This unity of culpable mental state provides the common thread of relevance joining Calapp’s past misconduct to his current case. That Calapp knowingly or recklessly-possessed stolen property on past occasions made it palpably less likely, in the current case, that he could have remained naively oblivious of the fact that he was dealing with stolen jewelry.

Since Calapp’s prior theft convictions tended “to make the existence of the defendant’s knowledge more probable than it would be without the evidence,” the prior convictions were relevant to prove Calapp’s knowledge. Ramirez-Jiminez, 967 F.2d at 1326. See also A.R.E. 401 (defining relevant evidence to include all “evidence having any tendency to make the existence of any fact that is of *392consequence to the determination of the action more probable or less probable than it would be without the evidence”); Denison v.
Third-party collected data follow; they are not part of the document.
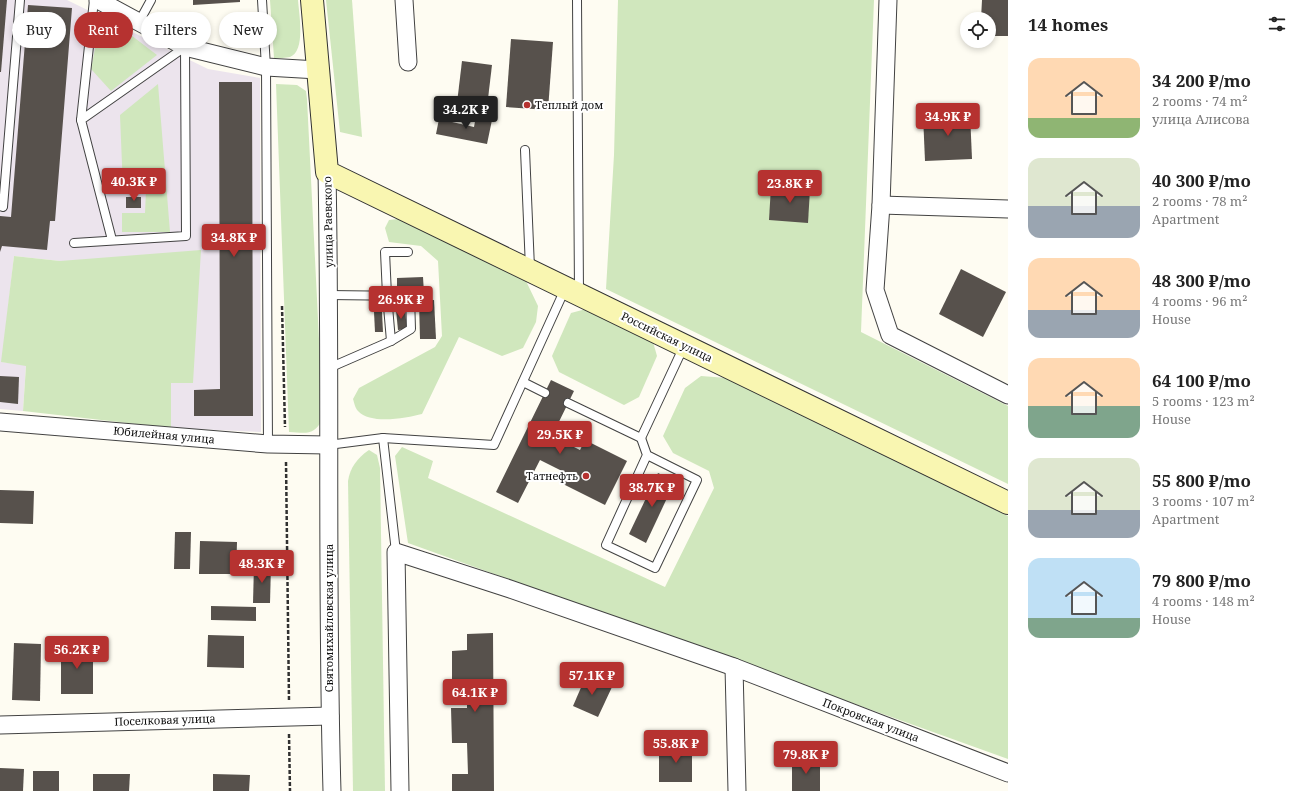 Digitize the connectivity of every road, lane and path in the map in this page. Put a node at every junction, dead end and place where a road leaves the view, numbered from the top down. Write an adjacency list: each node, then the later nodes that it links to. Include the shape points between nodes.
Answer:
1 (20, 0): 21 (lane, via 3,207)
2 (94, 0): 17 (lane)
3 (98, 0): 10 (street)
4 (152, 0): 10 (lane)
5 (262, 0): 15 (lane)
6 (312, 0): 16 (main road, улица Раевского)
7 (404, 0): 14 (street)
8 (577, 0): 27 (lane)
9 (888, 0): 20 (street)
10 (139, 22)
11 (184, 48): 17 (lane)
12 (185, 48): 23 (lane, via 186,236)
13 (189, 48): 15 (street)
14 (408, 62)
15 (266, 67): 16 (street); 41 (lane)
16 (318, 70): 19 (main road, улица Раевского)
17 (81, 120): 23 (lane)
18 (525, 150): 26 (lane)
19 (327, 172): 26 (main road, Российская улица); 28 (street, улица Раевского)
20 (881, 204): 22 (street); 36 (street, via 875,290 890,336)
21 (0, 206)
22 (1008, 209)
23 (112, 240): 24 (lane)
24 (74, 243)
25 (408, 252): 29 (lane, via 386,252)
26 (530, 270): 27 (main road, Российская улица)
27 (572, 291): 32 (main road, Российская улица); 34 (lane)
28 (329, 295): 29 (lane); 33 (street, улица Раевского)
29 (387, 295): 31 (lane); 31 (lane, via 410,296 411,329)
30 (282, 303): 42 (path)
31 (391, 341): 33 (lane)
32 (685, 346): 40 (lane); 45 (main road, Российская улица)
33 (329, 368): 43 (street, улица Раевского)
34 (523, 382): 35 (lane); 39 (lane, via 494,445)
35 (545, 393)
36 (1008, 395)
37 (568, 403): 40 (lane)
38 (0, 422): 41 (street, Юбилейная улица)
39 (383, 438): 43 (lane); 46 (lane)
40 (641, 438): 44 (lane)
41 (268, 444): 42 (street, Юбилейная улица)
42 (286, 444): 43 (street, Юбилейная улица); 49 (path)
43 (328, 445): 48 (street, Святомихайловская улица)
44 (647, 455): 44 (lane, via 697,480 655,568 606,545)
45 (1008, 503)
46 (396, 552): 47 (street, Покровская улица); 54 (street)
47 (734, 667): 51 (street, Покровская улица); 55 (street)
48 (330, 716): 49 (street, Поселковая улица); 53 (street, Святомихайловская улица)
49 (289, 717): 50 (street, Поселковая улица); 52 (path)
50 (0, 725)
51 (1008, 773)
52 (290, 791)
53 (332, 791)
54 (400, 791)
55 (737, 791) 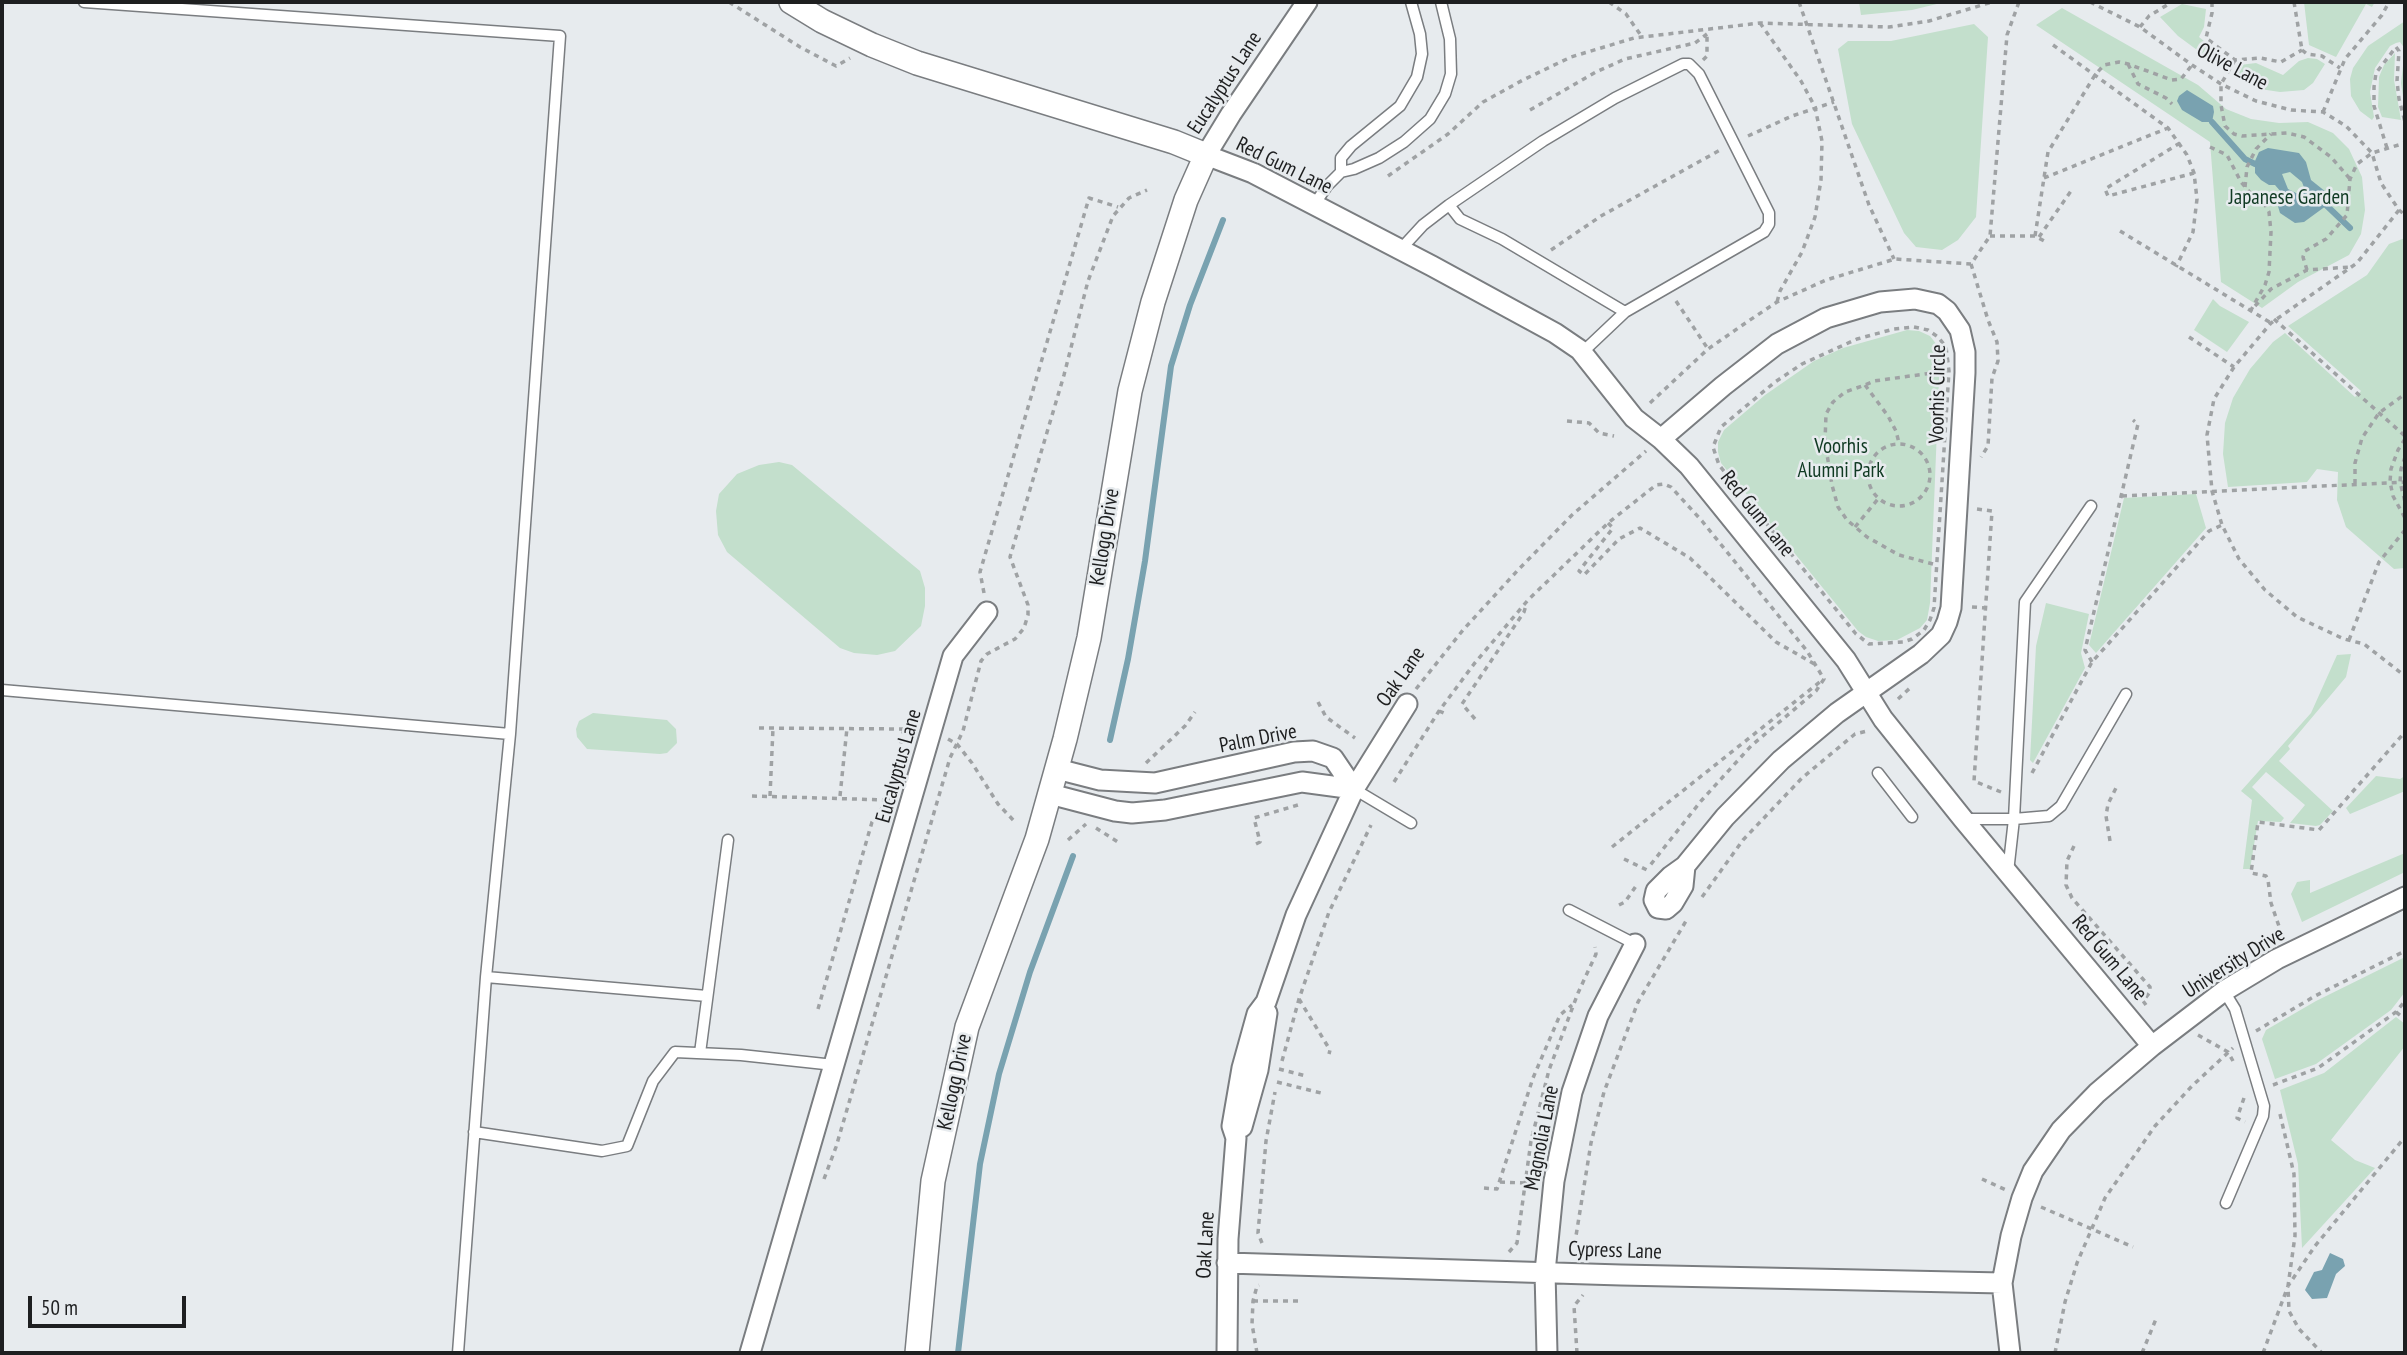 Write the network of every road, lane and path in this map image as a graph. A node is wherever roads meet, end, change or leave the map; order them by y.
1 (84, 2) edge
2 (729, 2) edge
3 (791, 2) edge
4 (1307, 2) edge
5 (1411, 2) edge
6 (1441, 2) edge
7 (1609, 2) edge
8 (1799, 2) edge
9 (2019, 2) edge
10 (2090, 2) edge
11 (2172, 2) edge
12 (2212, 2) edge
13 (2294, 2) edge
14 (2389, 2) edge
15 (1760, 23) dead end
16 (2140, 27) junction
17 (1707, 28) dead end
18 (1707, 34) junction
19 (1642, 37) dead end
20 (872, 45) junction
21 (2053, 45) dead end
22 (2302, 50) junction
23 (2235, 60) junction
24 (2128, 64) junction
25 (2192, 65) junction
26 (1695, 68) junction
27 (2340, 69) junction
28 (2095, 75) junction
29 (2221, 84) junction
30 (1834, 102) junction
31 (2172, 104) dead end
32 (1815, 107) junction
33 (1530, 110) dead end
34 (2323, 111) junction
35 (2405, 122) edge
36 (2168, 128) junction
37 (2271, 134) junction
38 (1733, 143) junction
39 (2180, 143) junction
40 (2405, 143) edge
41 (2210, 147) dead end
42 (2387, 148) junction
43 (2372, 153) junction
44 (1206, 155) junction
45 (1341, 172) junction
46 (2193, 173) junction
47 (2043, 178) junction
48 (2350, 179) junction
49 (2245, 187) junction
50 (1147, 190) dead end
51 (2071, 191) dead end
52 (1314, 205) junction
53 (1449, 205) junction
54 (1119, 208) junction
55 (2399, 210) junction
56 (2405, 215) edge
57 (2120, 231) dead end
58 (2037, 237) junction
59 (2048, 243) dead end
60 (1400, 250) junction
61 (1895, 259) dead end
62 (1536, 260) junction
63 (1971, 264) dead end
64 (2176, 267) junction
65 (2351, 267) junction
66 (2307, 270) junction
67 (1667, 287) junction
68 (1777, 302) dead end
69 (2251, 310) junction
70 (1625, 312) junction
71 (2273, 321) junction
72 (2189, 337) dead end
73 (1708, 349) dead end
74 (1580, 350) junction
75 (2234, 367) junction
76 (1949, 371) junction
77 (1865, 385) junction
78 (2405, 394) edge
79 (2379, 413) junction
80 (2133, 420) dead end
81 (1567, 421) dead end
82 (1614, 436) dead end
83 (2405, 438) edge
84 (1661, 439) junction
85 (1899, 443) junction
86 (2405, 457) edge
87 (1977, 464) dead end
88 (1931, 480) junction
89 (1942, 481) junction
90 (2390, 482) junction
91 (2402, 482) edge
92 (2355, 484) junction
93 (2212, 491) junction
94 (2122, 495) junction
95 (1878, 498) junction
96 (1975, 498) dead end
97 (2405, 502) edge
98 (2091, 506) dead end
99 (2405, 518) edge
100 (1608, 523) junction
101 (2222, 525) junction
102 (1855, 527) junction
103 (2405, 530) edge
104 (1937, 565) junction
105 (1528, 600) junction
106 (987, 612) joint
107 (2349, 640) junction
108 (2092, 662) junction
109 (1816, 665) junction
110 (2405, 676) edge
111 (1824, 679) junction
112 (2, 690) edge
113 (1866, 692) junction
114 (2126, 694) dead end
115 (1318, 702) dead end
116 (1407, 704) joint
117 (1439, 710) junction
118 (1195, 712) dead end
119 (1446, 714) dead end
120 (1475, 719) dead end
121 (759, 728) dead end
122 (847, 728) junction
123 (773, 729) junction
124 (904, 729) junction
125 (916, 729) dead end
126 (1867, 731) dead end
127 (2405, 732) edge
128 (510, 734) junction
129 (944, 735) dead end
130 (1355, 738) dead end
131 (957, 744) junction
132 (1142, 768) dead end
133 (1057, 769) junction
134 (1878, 773) dead end
135 (2016, 775) junction
136 (1394, 782) dead end
137 (2118, 786) dead end
138 (1354, 789) junction
139 (1050, 794) junction
140 (752, 796) dead end
141 (771, 796) junction
142 (840, 797) junction
143 (2015, 799) junction
144 (888, 800) junction
145 (1298, 805) dead end
146 (1912, 817) dead end
147 (1963, 819) junction
148 (2014, 819) junction
149 (1016, 823) dead end
150 (1411, 823) dead end
151 (1371, 825) dead end
152 (728, 840) dead end
153 (1068, 840) dead end
154 (2110, 841) dead end
155 (1118, 842) dead end
156 (1256, 844) dead end
157 (2074, 846) dead end
158 (1612, 847) dead end
159 (1624, 859) dead end
160 (1685, 866) dead end
161 (2008, 872) junction
162 (1640, 881) dead end
163 (2405, 897) edge
164 (1699, 901) dead end
165 (1619, 905) dead end
166 (1569, 910) dead end
167 (1692, 911) dead end
168 (2277, 939) dead end
169 (1635, 944) joint
170 (1595, 947) dead end
171 (2405, 951) edge
172 (486, 977) junction
173 (2224, 991) junction
174 (707, 996) junction
175 (1299, 999) junction
176 (2405, 1001) edge
177 (1574, 1003) junction
178 (2149, 1008) dead end
179 (818, 1009) dead end
180 (2396, 1012) junction
181 (2405, 1019) edge
182 (2194, 1032) dead end
183 (2245, 1039) junction
184 (2259, 1042) dead end
185 (2152, 1046) junction
186 (2228, 1052) junction
187 (700, 1053) junction
188 (1329, 1054) dead end
189 (2234, 1062) dead end
190 (835, 1066) junction
191 (2270, 1074) dead end
192 (1306, 1076) dead end
193 (1321, 1093) dead end
194 (2246, 1094) dead end
195 (2279, 1110) dead end
196 (2258, 1128) junction
197 (474, 1132) junction
198 (2405, 1137) edge
199 (1982, 1179) dead end
200 (1500, 1182) junction
201 (1524, 1183) junction
202 (1484, 1188) dead end
203 (820, 1189) dead end
204 (2008, 1191) dead end
205 (2226, 1203) dead end
206 (2036, 1204) dead end
207 (2091, 1229) junction
208 (1271, 1246) dead end
209 (2133, 1247) dead end
210 (1500, 1252) dead end
211 (1584, 1255) dead end
212 (1227, 1263) junction
213 (1545, 1272) junction
214 (1265, 1283) dead end
215 (2002, 1283) junction
216 (2288, 1286) junction
217 (1590, 1290) dead end
218 (1253, 1301) junction
219 (1299, 1301) dead end
220 (2156, 1319) dead end
221 (458, 1353) edge
222 (750, 1353) edge
223 (917, 1353) edge
224 (1227, 1353) edge
225 (1257, 1353) edge
226 (1547, 1353) edge
227 (1577, 1353) edge
228 (2010, 1353) edge
229 (2055, 1353) edge
230 (2142, 1353) edge
231 (2263, 1353) edge
232 (2322, 1353) edge

1 - 128 lane
2 - 20 path
3 - 20 street
4 - 44 street, Eucalyptus Lane
5 - 45 lane
6 - 45 lane
7 - 19 path
8 - 30 path
9 - 58 path
10 - 16 path, Olive Lane
11 - 16 path
12 - 23 path
13 - 22 path
14 - 27 path
15 - 32 path
16 - 25 path, Olive Lane
17 - 18 path
18 - 26 path
18 - 33 path
20 - 44 street
21 - 28 path
22 - 23 path
22 - 27 path
23 - 29 path
24 - 25 path
24 - 28 path
24 - 31 path
25 - 29 path, Olive Lane
26 - 38 lane
26 - 53 lane
27 - 34 path
28 - 36 path
28 - 47 path
29 - 34 path, Olive Lane
29 - 37 path
30 - 32 path
30 - 61 path
32 - 38 path
32 - 68 path
34 - 43 path
35 - 42 path
36 - 39 path
36 - 47 path
37 - 48 path
37 - 49 path
38 - 62 path
38 - 67 lane
39 - 46 path
39 - 46 path
40 - 42 path
41 - 49 path
42 - 43 path
43 - 48 path
43 - 55 path
44 - 52 street, Red Gum Lane
44 - 133 street, Kellogg Drive
45 - 52 lane
46 - 64 path
47 - 58 path
48 - 66 path
49 - 69 path
50 - 54 path
51 - 58 path
52 - 60 street, Red Gum Lane
53 - 60 lane
53 - 62 lane
54 - 106 path
54 - 131 path
55 - 56 path
55 - 65 path
57 - 64 path
58 - 59 path
60 - 74 street, Red Gum Lane
62 - 70 lane
63 - 87 path
64 - 69 path
65 - 66 path
65 - 71 path
66 - 69 path
67 - 70 lane
67 - 73 path
69 - 71 path
70 - 74 lane
71 - 75 path
71 - 79 path
72 - 75 path
74 - 84 street, Red Gum Lane
75 - 93 path
76 - 77 path
76 - 89 path
76 - 104 path
77 - 85 path
77 - 102 path
78 - 79 path
79 - 83 path
79 - 92 path
80 - 94 path
81 - 82 path
83 - 90 path
84 - 113 street, Red Gum Lane
84 - 113 street, Voorhis Circle
84 - 116 path, Oak Lane
85 - 88 path
85 - 95 path
86 - 91 path
88 - 89 path
88 - 95 path
89 - 104 path
90 - 91 path
90 - 92 path
90 - 99 path
91 - 97 path
92 - 93 path
93 - 94 path
93 - 101 path
94 - 108 path
95 - 102 path
96 - 143 path
98 - 135 lane
100 - 105 path
100 - 109 path
100 - 109 path
101 - 107 path
101 - 108 path
102 - 104 path
103 - 107 path
105 - 117 path
105 - 120 path
106 - 190 street, Eucalyptus Lane
107 - 110 path
108 - 135 path
109 - 111 path
111 - 158 path
111 - 159 path
112 - 128 lane
113 - 147 street, Red Gum Lane
113 - 160 street
114 - 148 lane
115 - 130 path
116 - 138 street, Oak Lane
117 - 119 path
117 - 136 path
118 - 132 path
121 - 123 path
122 - 123 path
122 - 124 path
122 - 142 path
123 - 141 path
124 - 125 path
124 - 144 path
126 - 164 path
127 - 168 path
128 - 172 lane
129 - 131 path
131 - 149 path
131 - 203 path
133 - 138 street, Palm Drive
133 - 139 street, Kellogg Drive
134 - 146 lane
135 - 143 lane
137 - 154 path
138 - 139 street
138 - 150 lane
138 - 212 street, Oak Lane
139 - 223 street, Kellogg Drive
140 - 141 path
141 - 142 path
142 - 144 path
143 - 148 lane
144 - 179 path
145 - 156 path
147 - 148 lane
147 - 161 street, Red Gum Lane
148 - 161 lane
151 - 175 path
152 - 174 lane
153 - 155 path
157 - 178 path
161 - 185 street, Red Gum Lane
162 - 165 path
163 - 173 street, University Drive
166 - 169 lane
167 - 211 path
169 - 213 street, Magnolia Lane
170 - 177 path
171 - 184 path
172 - 174 lane
172 - 197 lane
173 - 183 lane
173 - 185 street, University Drive
174 - 187 lane
175 - 188 path
175 - 192 path
176 - 180 path
177 - 200 path
177 - 201 path
180 - 181 path
180 - 191 path
182 - 186 path
183 - 186 path
183 - 196 lane
185 - 215 street, University Drive
186 - 189 path
186 - 207 path
187 - 190 lane
187 - 197 lane
190 - 222 street, Eucalyptus Lane
193 - 208 path
194 - 196 path
195 - 216 path
196 - 205 lane
197 - 221 lane
198 - 216 path
199 - 204 path
200 - 201 path
200 - 202 path
201 - 210 path
206 - 207 path
207 - 209 path
207 - 229 path
212 - 213 street, Cypress Lane
212 - 224 street, Oak Lane
213 - 215 street, Cypress Lane
213 - 226 street, Magnolia Lane
214 - 218 path
215 - 228 street, University Drive
216 - 231 path
216 - 232 path
217 - 227 path
218 - 219 path
218 - 225 path
220 - 230 path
Anchorage, 630 P.2d 1001 (Alaska App.1981) (emphasizing the minimal nature of Rule 401’s definition of relevance).

Thus, notwithstanding the majority’s assertions to the contrary, the relevance of Calapp’s prior theft convictions had nothing to do with the prohibited inference of propensity — the inference that Calapp had stolen before and thus probably stole again. Instead, the relevance of the prior convictions flowed from their logical tendency to show that Calapp, with a solid history of knowingly possessing stolen property, was in a far better position than the average person to recognize stolen property when it came his way.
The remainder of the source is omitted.